## [Work order]
With images removed, return the whole listing exactly as written.

## [Provided entries]
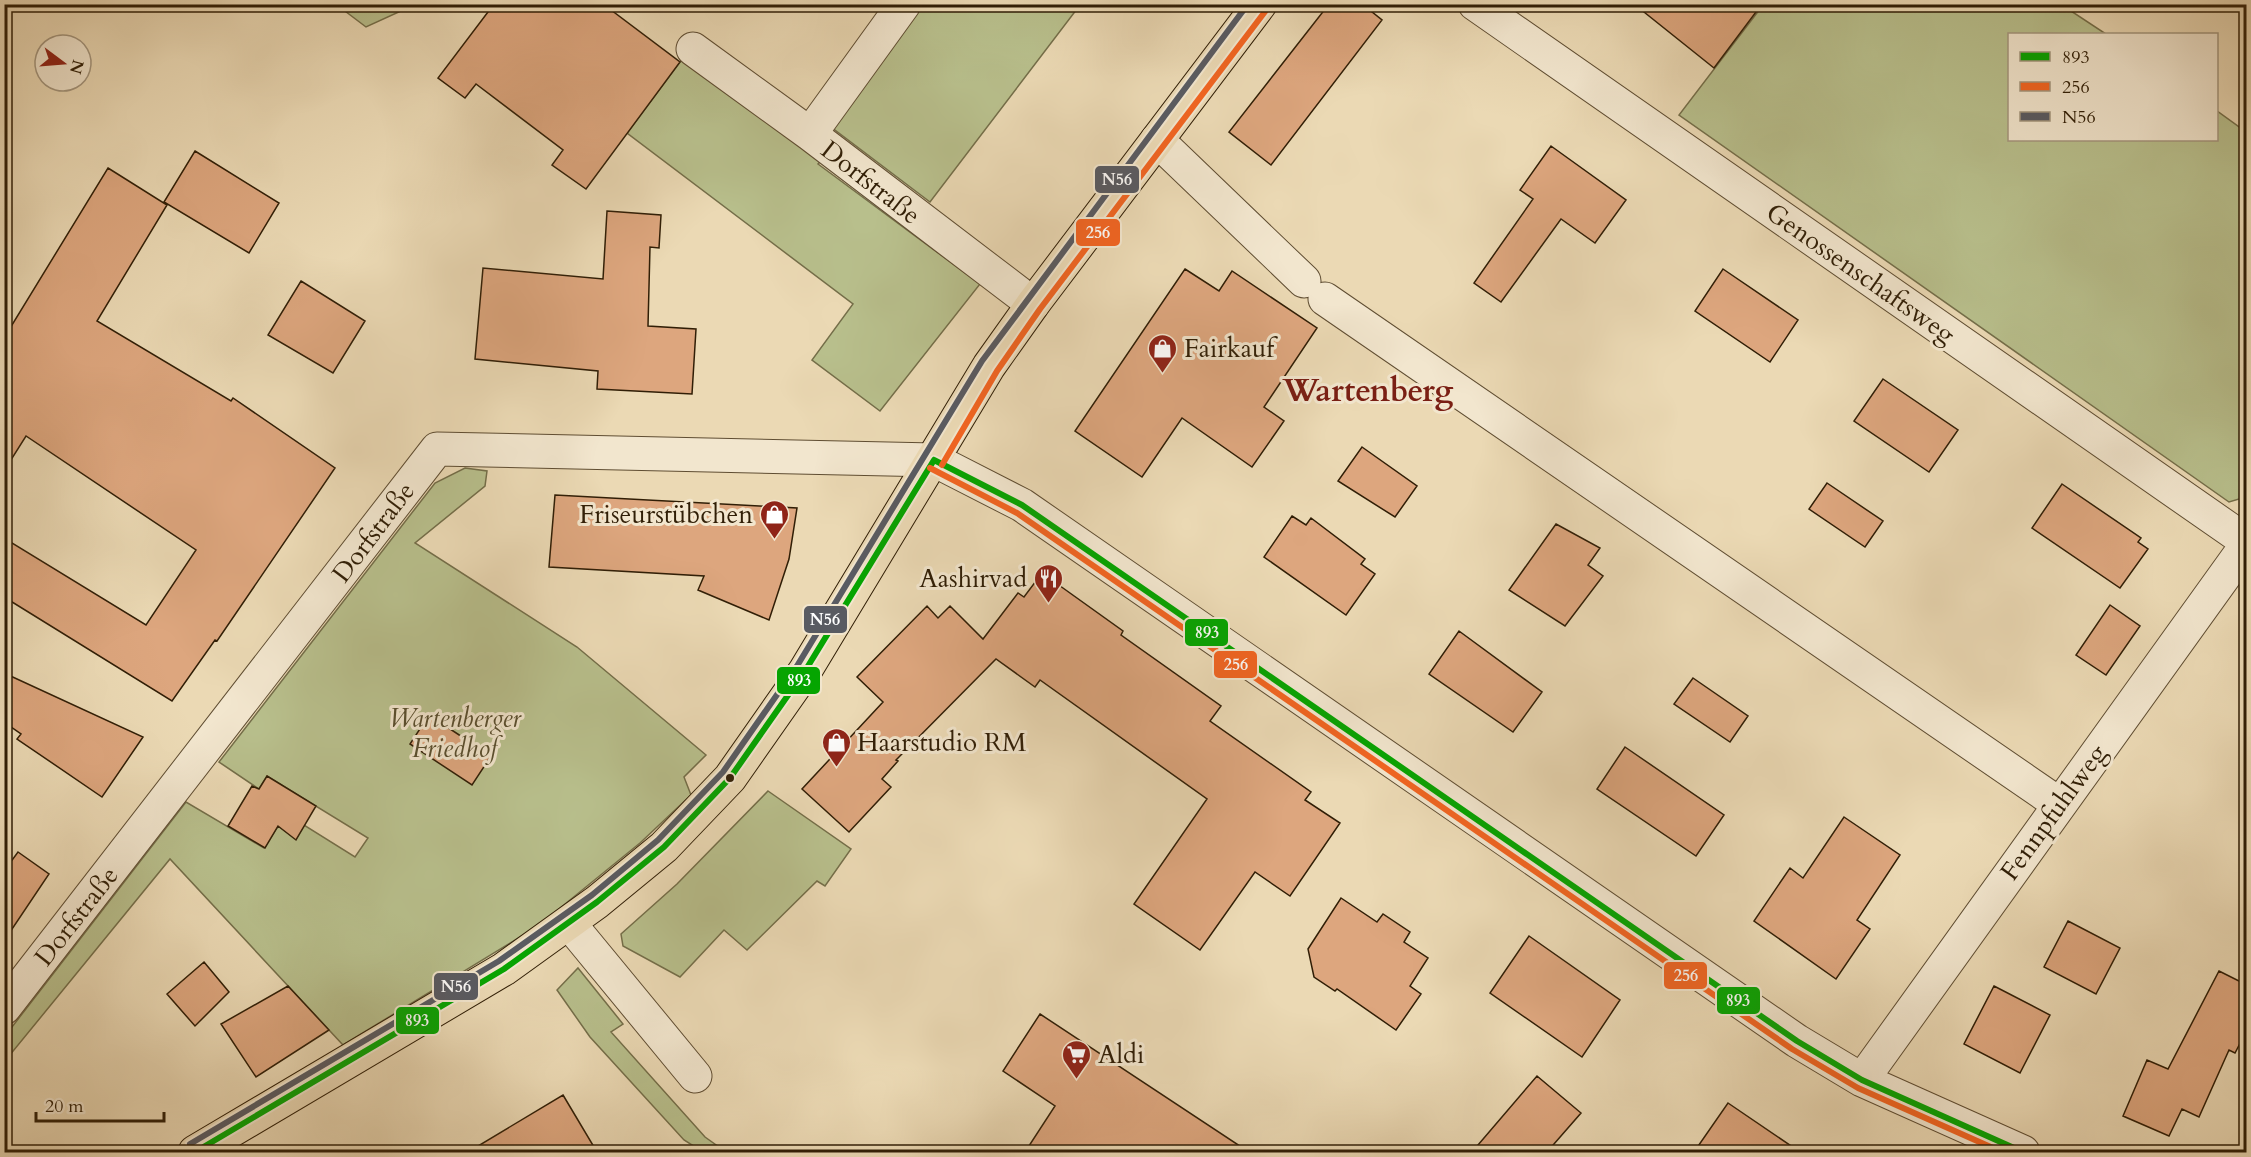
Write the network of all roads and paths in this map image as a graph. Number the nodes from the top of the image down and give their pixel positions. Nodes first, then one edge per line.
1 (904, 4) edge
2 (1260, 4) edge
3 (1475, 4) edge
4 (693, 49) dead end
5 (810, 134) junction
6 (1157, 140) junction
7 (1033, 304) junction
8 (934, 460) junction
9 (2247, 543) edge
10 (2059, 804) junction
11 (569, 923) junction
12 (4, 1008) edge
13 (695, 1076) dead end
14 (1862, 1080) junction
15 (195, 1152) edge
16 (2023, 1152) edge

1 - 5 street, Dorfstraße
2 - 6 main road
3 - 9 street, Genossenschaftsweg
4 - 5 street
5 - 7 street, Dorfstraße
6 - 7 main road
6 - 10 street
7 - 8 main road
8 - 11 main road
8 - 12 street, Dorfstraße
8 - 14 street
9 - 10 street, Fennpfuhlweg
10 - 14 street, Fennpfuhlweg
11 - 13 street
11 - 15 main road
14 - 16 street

## [Solution to the problem]
Write the network of all roads and paths in this map image as a graph. Number the nodes from the top of the image down and give their pixel positions. Nodes first, then one edge per line.
1 (904, 4) edge
2 (1260, 4) edge
3 (1475, 4) edge
4 (693, 49) dead end
5 (810, 134) junction
6 (1157, 140) junction
7 (1033, 304) junction
8 (934, 460) junction
9 (2247, 543) edge
10 (2059, 804) junction
11 (569, 923) junction
12 (4, 1008) edge
13 (695, 1076) dead end
14 (1862, 1080) junction
15 (195, 1152) edge
16 (2023, 1152) edge

1 - 5 street, Dorfstraße
2 - 6 main road
3 - 9 street, Genossenschaftsweg
4 - 5 street
5 - 7 street, Dorfstraße
6 - 7 main road
6 - 10 street
7 - 8 main road
8 - 11 main road
8 - 12 street, Dorfstraße
8 - 14 street
9 - 10 street, Fennpfuhlweg
10 - 14 street, Fennpfuhlweg
11 - 13 street
11 - 15 main road
14 - 16 street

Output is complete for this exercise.